§ What you have to do
Give back every entry exactly; drop the pictures.

[Saved entries]
- - - - - - -

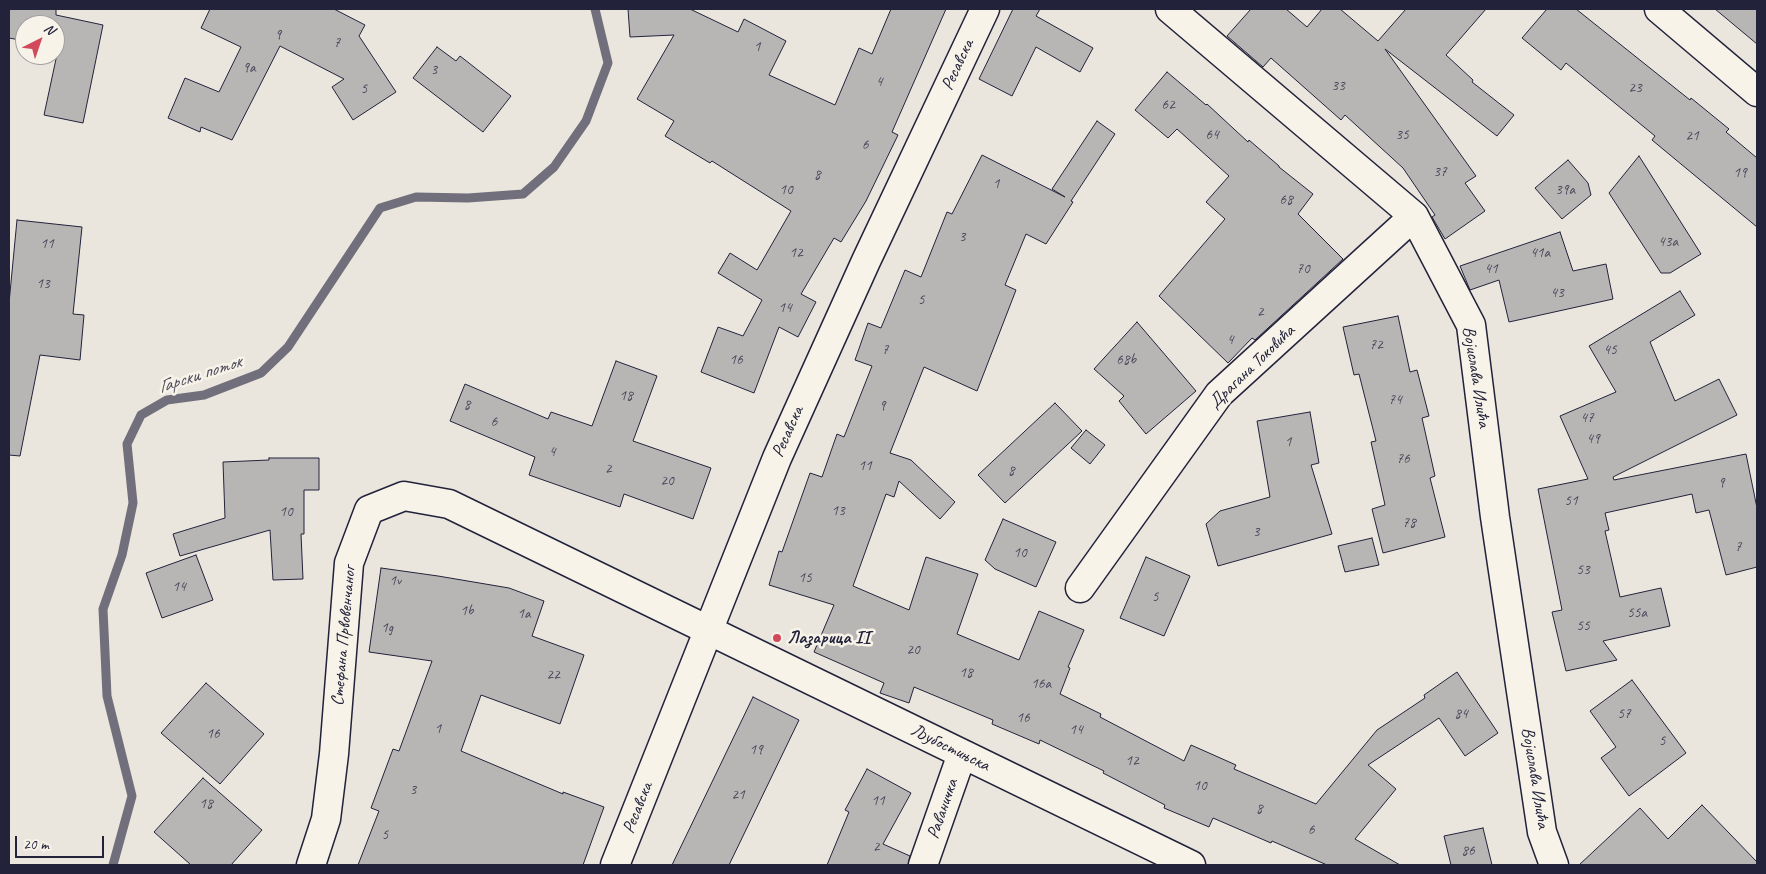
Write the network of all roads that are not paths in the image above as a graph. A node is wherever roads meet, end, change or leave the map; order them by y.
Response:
1 (984, 9) edge
2 (1170, 9) edge
3 (1660, 9) edge
4 (1757, 92) edge
5 (1414, 216) junction
6 (1080, 588) dead end
7 (709, 630) junction
8 (962, 754) junction
9 (311, 865) edge
10 (615, 865) edge
11 (924, 865) edge
12 (1190, 865) edge
13 (1554, 865) edge

1 - 7 street, Ресавска
2 - 5 street, Војислава Илића
3 - 4 street
5 - 6 street, Драгана Токовића
5 - 13 street, Војислава Илића
7 - 8 street, Љубостињска
7 - 9 street, Стефана Првовенчаног
7 - 10 street, Ресавска
8 - 11 street, Раваничка
8 - 12 street, Љубостињска

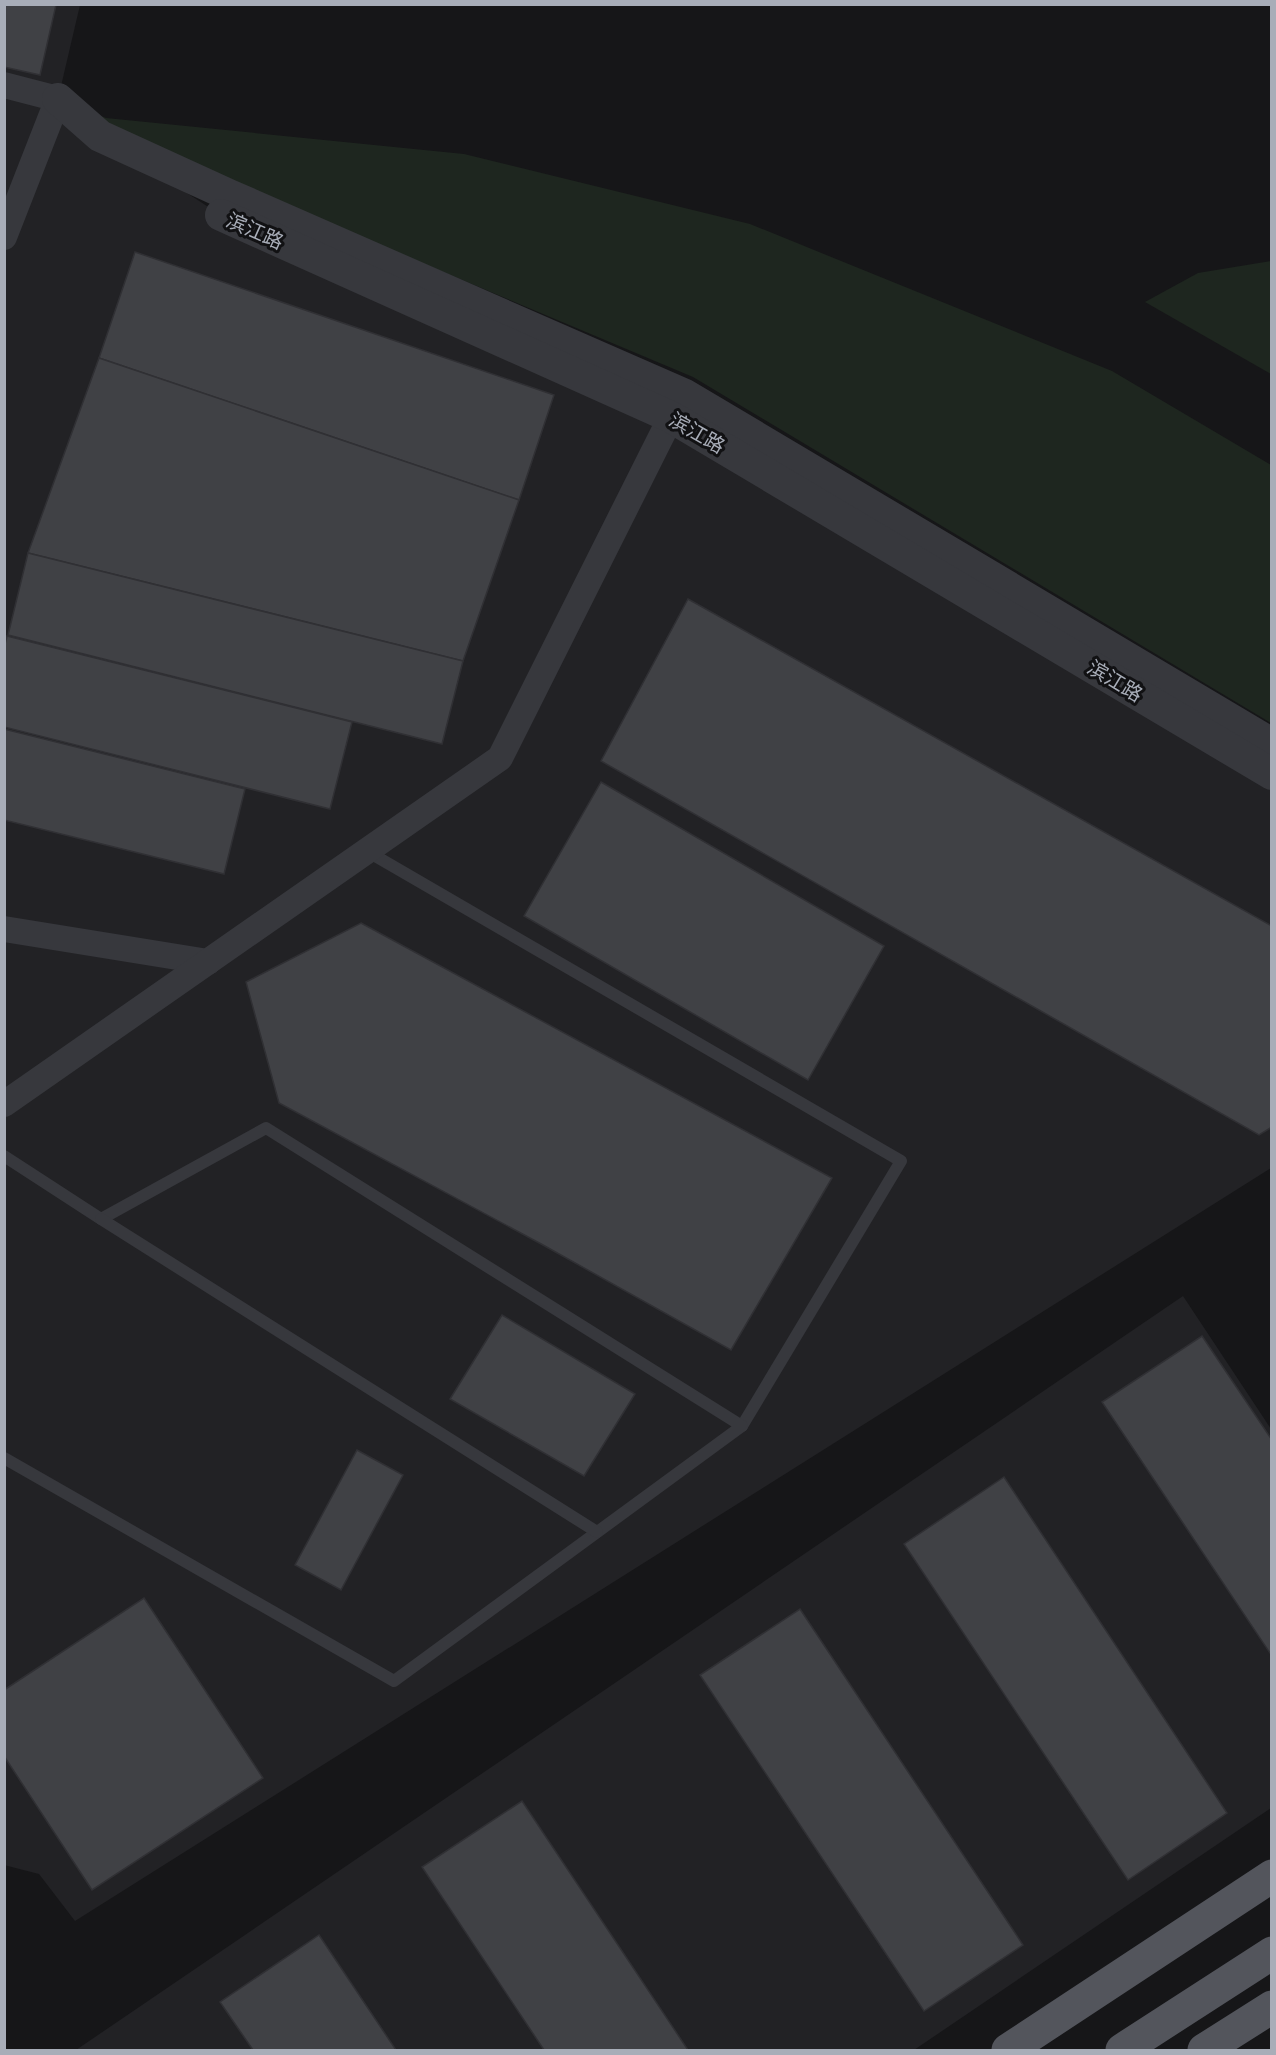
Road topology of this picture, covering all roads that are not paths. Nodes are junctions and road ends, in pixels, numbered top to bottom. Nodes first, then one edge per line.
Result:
1 (4, 85) edge
2 (58, 99) junction
3 (100, 136) junction
4 (4, 237) edge
5 (671, 417) junction
6 (1272, 744) edge
7 (1272, 774) edge
8 (365, 850) junction
9 (4, 929) edge
10 (208, 962) junction
11 (4, 1104) edge
12 (4, 1156) edge
13 (101, 1219) junction
14 (742, 1426) junction
15 (4, 1458) edge
16 (597, 1532) junction
17 (1272, 1876) edge
18 (1272, 1953) edge
19 (1272, 2007) edge
20 (1008, 2050) edge
21 (1122, 2050) edge
22 (1204, 2050) edge

1 - 2 street
2 - 3 street
2 - 4 street
3 - 5 street, 滨江路
3 - 6 street
5 - 7 street, 滨江路
5 - 8 street
8 - 10 street
8 - 14 lane
9 - 10 street
10 - 11 street
12 - 13 lane
13 - 14 lane
13 - 16 lane
14 - 16 lane
15 - 16 lane
17 - 20 main road
18 - 21 main road
19 - 22 main road

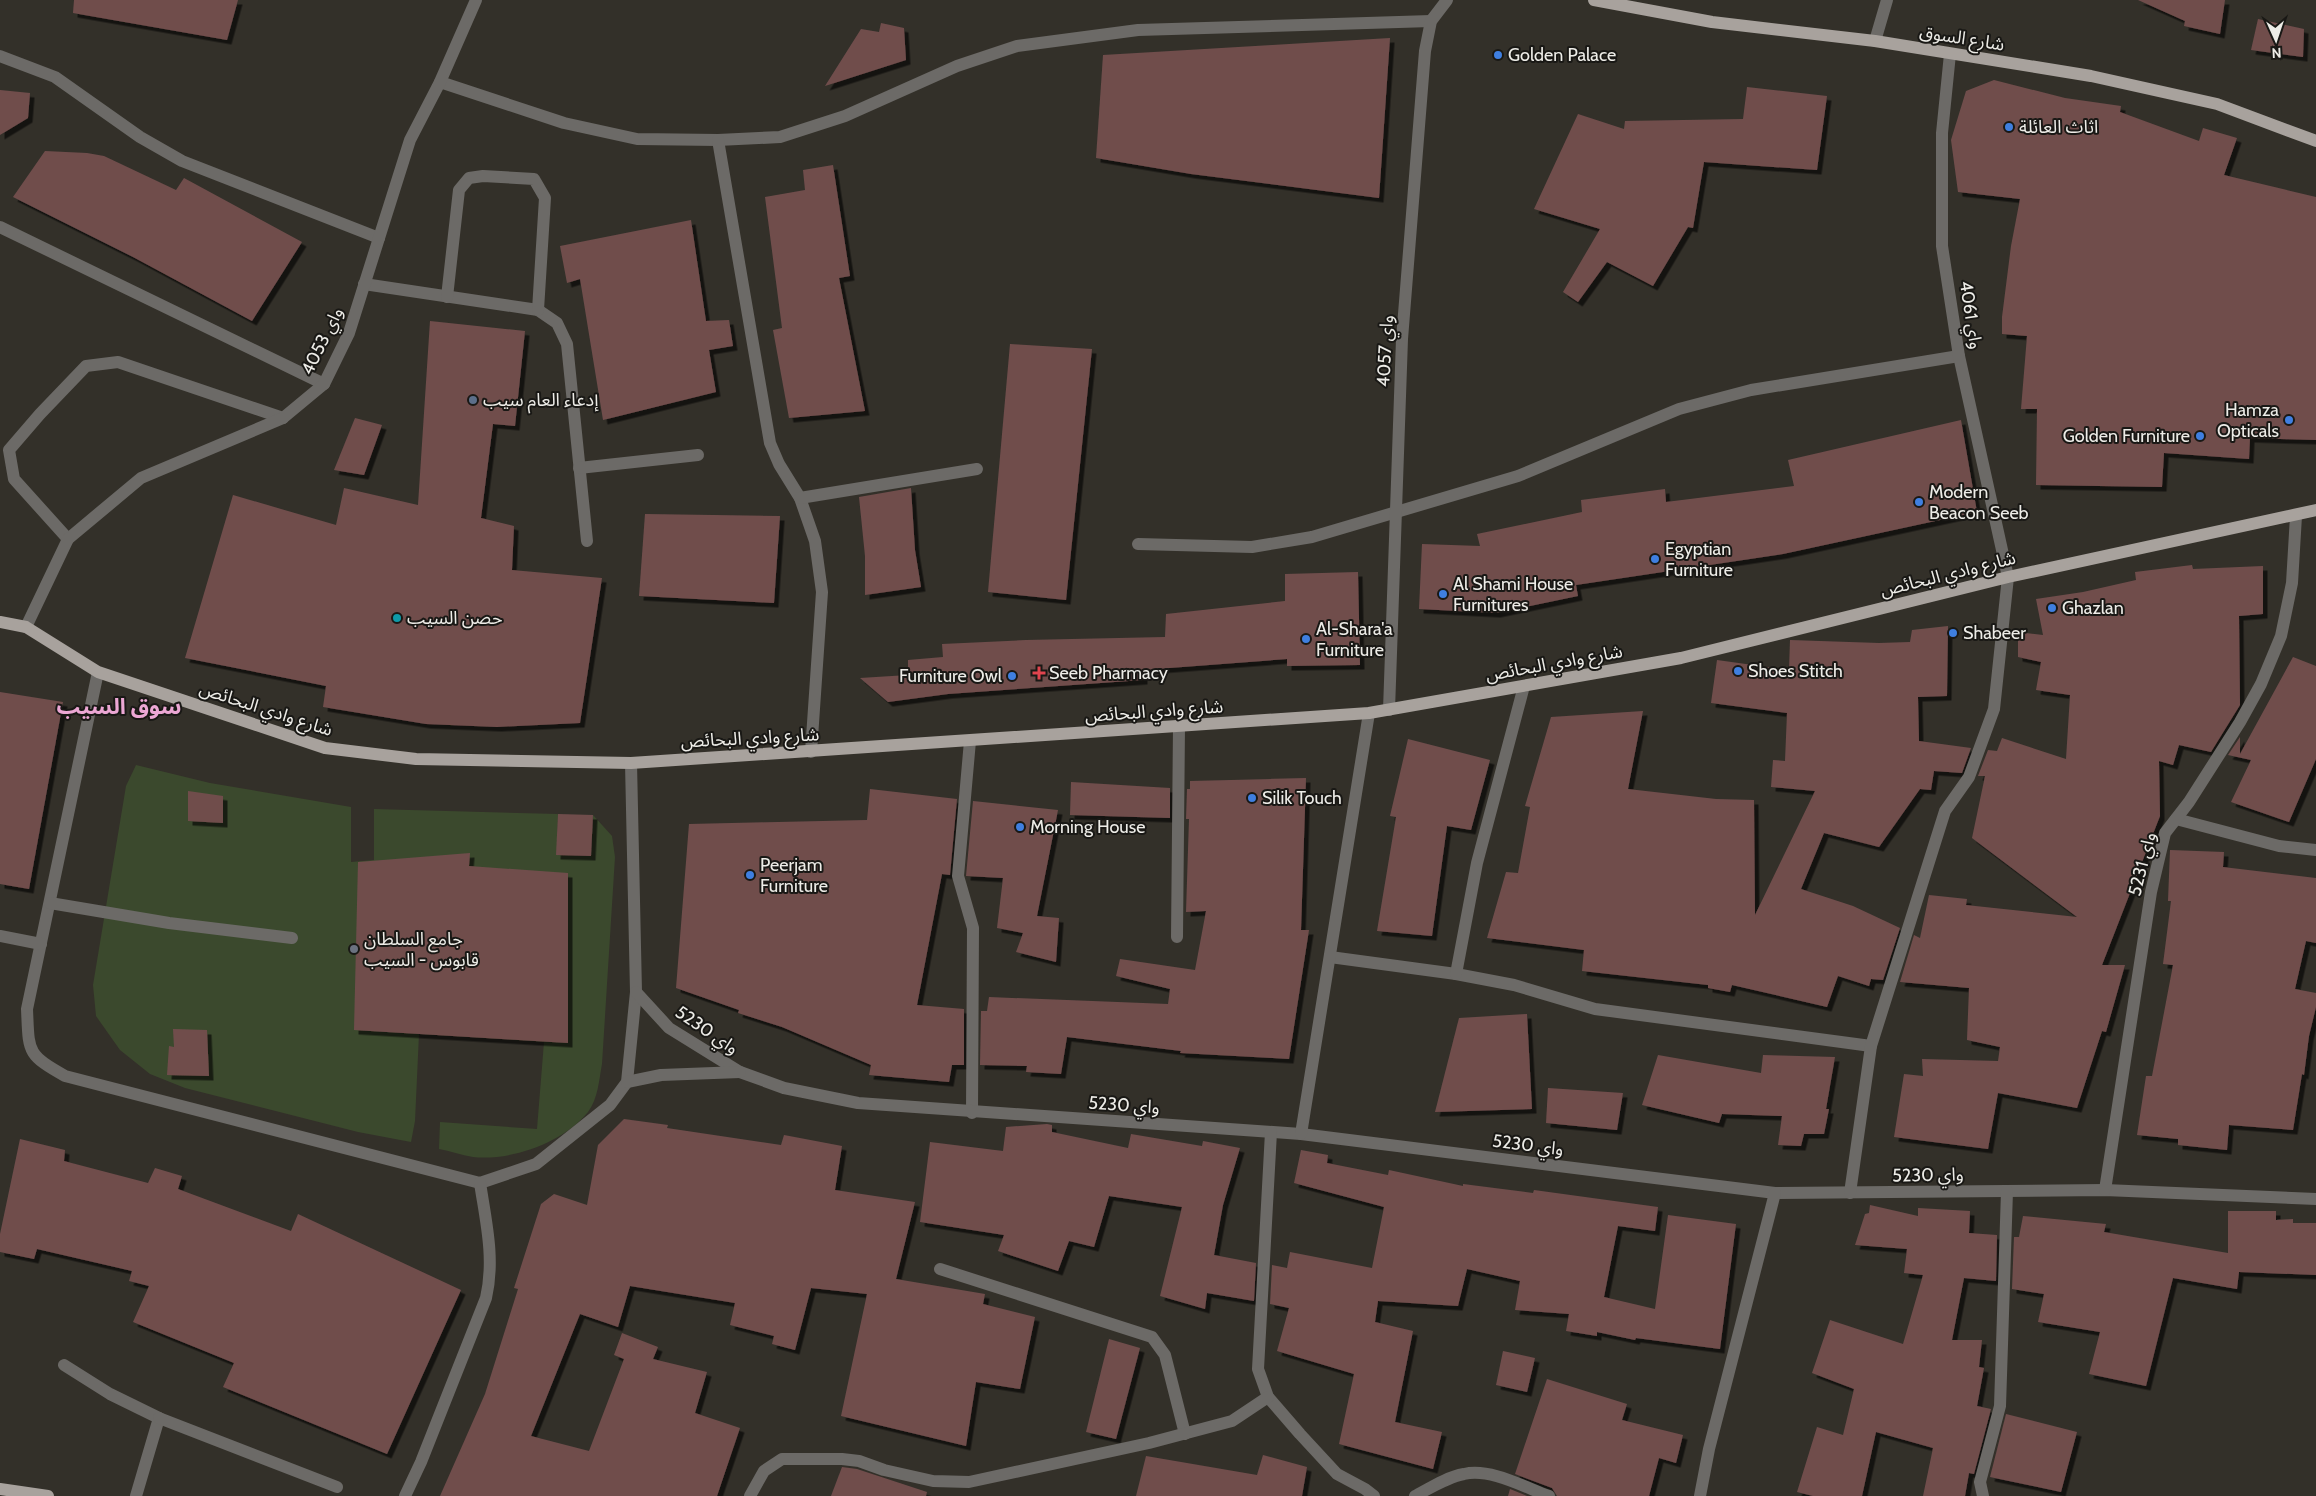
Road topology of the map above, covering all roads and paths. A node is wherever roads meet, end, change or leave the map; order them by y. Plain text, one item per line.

- - - - - - -

§ Your response
Write the network of all roads that are not paths in the image above as a graph. A node is wherever roads meet, end, change or leave the map; order them by y.
Response:
1 (984, 9) edge
2 (1170, 9) edge
3 (1660, 9) edge
4 (1757, 92) edge
5 (1414, 216) junction
6 (1080, 588) dead end
7 (709, 630) junction
8 (962, 754) junction
9 (311, 865) edge
10 (615, 865) edge
11 (924, 865) edge
12 (1190, 865) edge
13 (1554, 865) edge

1 - 7 street, Ресавска
2 - 5 street, Војислава Илића
3 - 4 street
5 - 6 street, Драгана Токовића
5 - 13 street, Војислава Илића
7 - 8 street, Љубостињска
7 - 9 street, Стефана Првовенчаног
7 - 10 street, Ресавска
8 - 11 street, Раваничка
8 - 12 street, Љубостињска

Road topology of this picture, covering all roads that are not paths. Nodes are junctions and road ends, in pixels, numbered top to bottom. Nodes first, then one edge per line.
Result:
1 (4, 85) edge
2 (58, 99) junction
3 (100, 136) junction
4 (4, 237) edge
5 (671, 417) junction
6 (1272, 744) edge
7 (1272, 774) edge
8 (365, 850) junction
9 (4, 929) edge
10 (208, 962) junction
11 (4, 1104) edge
12 (4, 1156) edge
13 (101, 1219) junction
14 (742, 1426) junction
15 (4, 1458) edge
16 (597, 1532) junction
17 (1272, 1876) edge
18 (1272, 1953) edge
19 (1272, 2007) edge
20 (1008, 2050) edge
21 (1122, 2050) edge
22 (1204, 2050) edge

1 - 2 street
2 - 3 street
2 - 4 street
3 - 5 street, 滨江路
3 - 6 street
5 - 7 street, 滨江路
5 - 8 street
8 - 10 street
8 - 14 lane
9 - 10 street
10 - 11 street
12 - 13 lane
13 - 14 lane
13 - 16 lane
14 - 16 lane
15 - 16 lane
17 - 20 main road
18 - 21 main road
19 - 22 main road

Road topology of the map above, covering all roads and paths. A node is wherever roads meet, end, change or leave the map; order them by y. Plain text, one item per line.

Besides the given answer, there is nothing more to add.